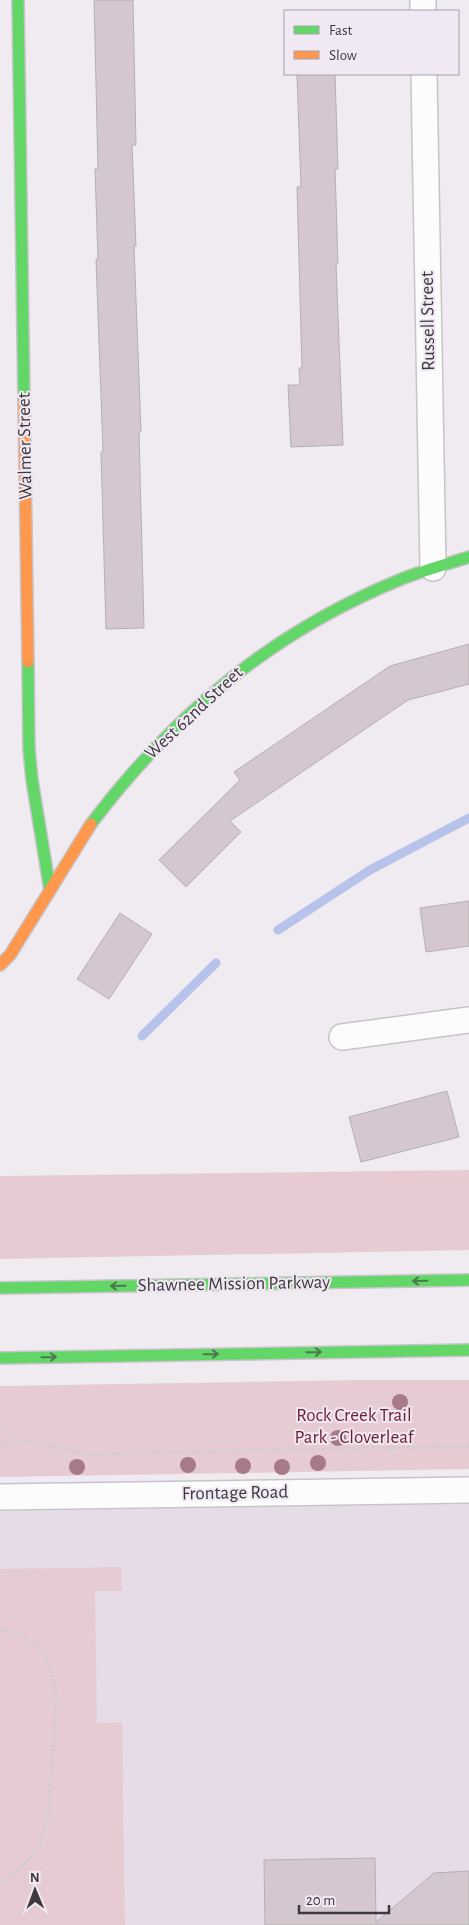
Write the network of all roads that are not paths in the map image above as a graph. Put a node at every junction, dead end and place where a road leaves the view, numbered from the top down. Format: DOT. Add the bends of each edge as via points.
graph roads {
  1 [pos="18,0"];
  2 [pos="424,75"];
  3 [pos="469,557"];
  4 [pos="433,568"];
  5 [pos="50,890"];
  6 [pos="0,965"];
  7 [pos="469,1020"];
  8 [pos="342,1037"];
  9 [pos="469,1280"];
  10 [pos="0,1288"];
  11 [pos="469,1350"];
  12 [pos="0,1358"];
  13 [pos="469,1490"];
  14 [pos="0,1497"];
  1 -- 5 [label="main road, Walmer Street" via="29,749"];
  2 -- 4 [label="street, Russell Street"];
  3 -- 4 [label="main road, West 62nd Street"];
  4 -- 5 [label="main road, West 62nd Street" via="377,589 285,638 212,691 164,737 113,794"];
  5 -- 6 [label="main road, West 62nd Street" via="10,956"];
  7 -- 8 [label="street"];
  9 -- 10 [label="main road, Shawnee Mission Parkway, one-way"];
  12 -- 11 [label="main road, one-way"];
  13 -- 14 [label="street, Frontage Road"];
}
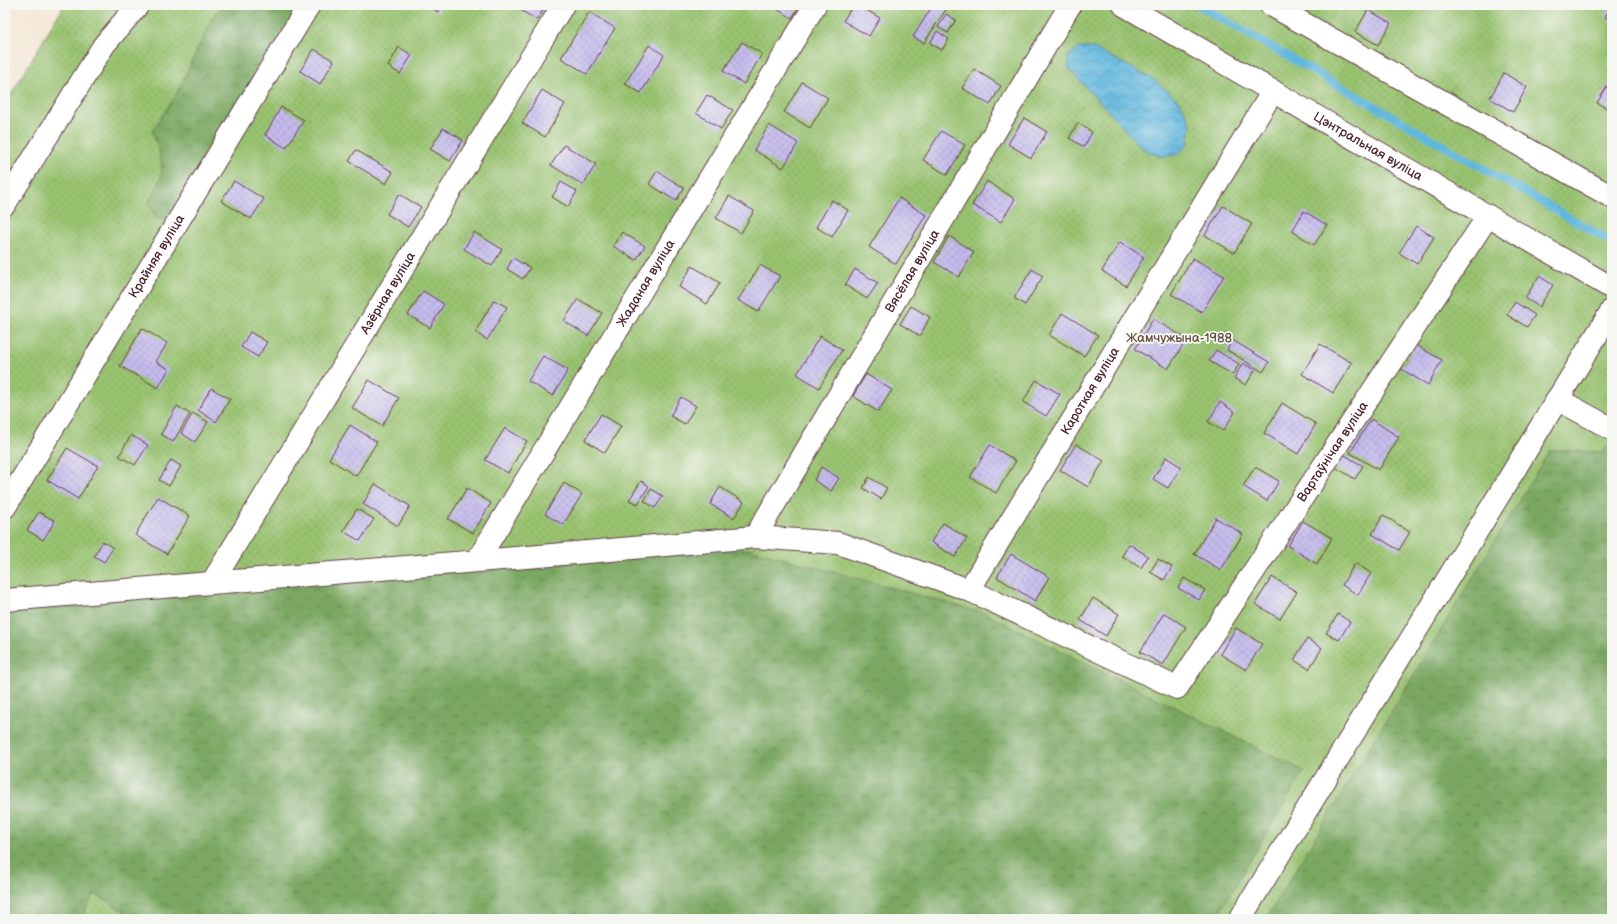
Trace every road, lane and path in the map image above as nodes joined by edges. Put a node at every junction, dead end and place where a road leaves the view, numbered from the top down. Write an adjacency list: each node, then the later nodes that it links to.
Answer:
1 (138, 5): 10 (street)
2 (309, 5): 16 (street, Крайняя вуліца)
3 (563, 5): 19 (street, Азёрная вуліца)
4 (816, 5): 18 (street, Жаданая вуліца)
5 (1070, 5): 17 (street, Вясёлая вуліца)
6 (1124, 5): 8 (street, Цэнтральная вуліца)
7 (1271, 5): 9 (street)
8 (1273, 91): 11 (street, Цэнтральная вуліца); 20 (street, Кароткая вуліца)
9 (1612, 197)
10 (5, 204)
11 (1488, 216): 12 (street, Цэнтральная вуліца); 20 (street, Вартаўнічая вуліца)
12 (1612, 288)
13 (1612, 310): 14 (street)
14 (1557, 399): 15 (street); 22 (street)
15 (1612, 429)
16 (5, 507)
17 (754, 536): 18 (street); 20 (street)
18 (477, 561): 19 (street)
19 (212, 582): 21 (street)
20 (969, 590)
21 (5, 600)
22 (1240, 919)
# # # # #
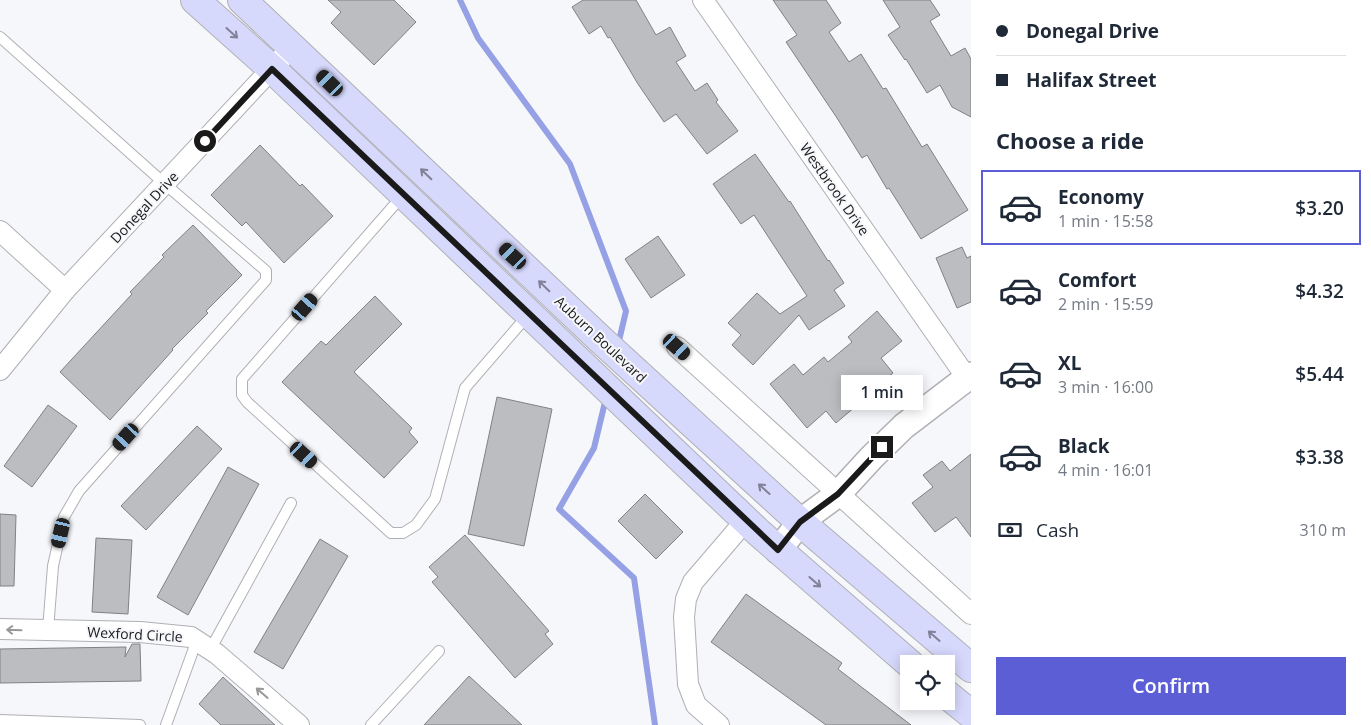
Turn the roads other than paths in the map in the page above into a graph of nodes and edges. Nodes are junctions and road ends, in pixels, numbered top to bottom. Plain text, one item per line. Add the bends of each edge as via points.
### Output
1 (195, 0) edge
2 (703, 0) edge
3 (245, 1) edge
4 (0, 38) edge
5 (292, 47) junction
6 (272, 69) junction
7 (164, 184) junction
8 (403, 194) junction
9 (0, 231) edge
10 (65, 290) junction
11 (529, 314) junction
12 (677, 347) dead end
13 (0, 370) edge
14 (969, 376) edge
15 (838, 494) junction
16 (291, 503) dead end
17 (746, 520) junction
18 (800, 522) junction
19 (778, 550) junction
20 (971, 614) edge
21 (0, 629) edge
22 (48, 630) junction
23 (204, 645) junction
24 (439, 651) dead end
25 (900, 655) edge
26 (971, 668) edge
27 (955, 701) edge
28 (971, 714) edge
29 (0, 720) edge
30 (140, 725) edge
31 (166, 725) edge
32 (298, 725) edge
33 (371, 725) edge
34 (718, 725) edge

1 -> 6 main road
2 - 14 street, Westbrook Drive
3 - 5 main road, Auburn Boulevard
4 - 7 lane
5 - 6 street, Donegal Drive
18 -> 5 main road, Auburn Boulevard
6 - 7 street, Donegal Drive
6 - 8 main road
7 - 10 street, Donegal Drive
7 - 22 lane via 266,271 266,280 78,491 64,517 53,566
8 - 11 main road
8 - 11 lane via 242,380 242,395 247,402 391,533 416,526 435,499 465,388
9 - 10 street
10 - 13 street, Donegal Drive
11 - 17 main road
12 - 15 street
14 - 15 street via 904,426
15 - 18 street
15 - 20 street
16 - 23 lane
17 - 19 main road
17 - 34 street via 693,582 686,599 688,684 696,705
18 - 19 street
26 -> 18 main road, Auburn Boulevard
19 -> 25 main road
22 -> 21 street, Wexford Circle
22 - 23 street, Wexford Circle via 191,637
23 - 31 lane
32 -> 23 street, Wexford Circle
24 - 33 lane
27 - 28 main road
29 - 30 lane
# # # # #
*TASK REQUIREMENTS*. Where a line of the records holds the word "edges", copy that line.

*RESPONSE BOX*.
Trace every road, lane and path in the map image above as nodes joined by edges. Put a node at every junction, dead end and place where a road leaves the view, numbered from the top down. Write an adjacency list: each node, then the later nodes that it links to.
Turn the roads other than paths in the map in the page above into a graph of nodes and edges. Nodes are junctions and road ends, in pixels, numbered top to bottom. Plain text, one item per line. Add the bends of each edge as via points.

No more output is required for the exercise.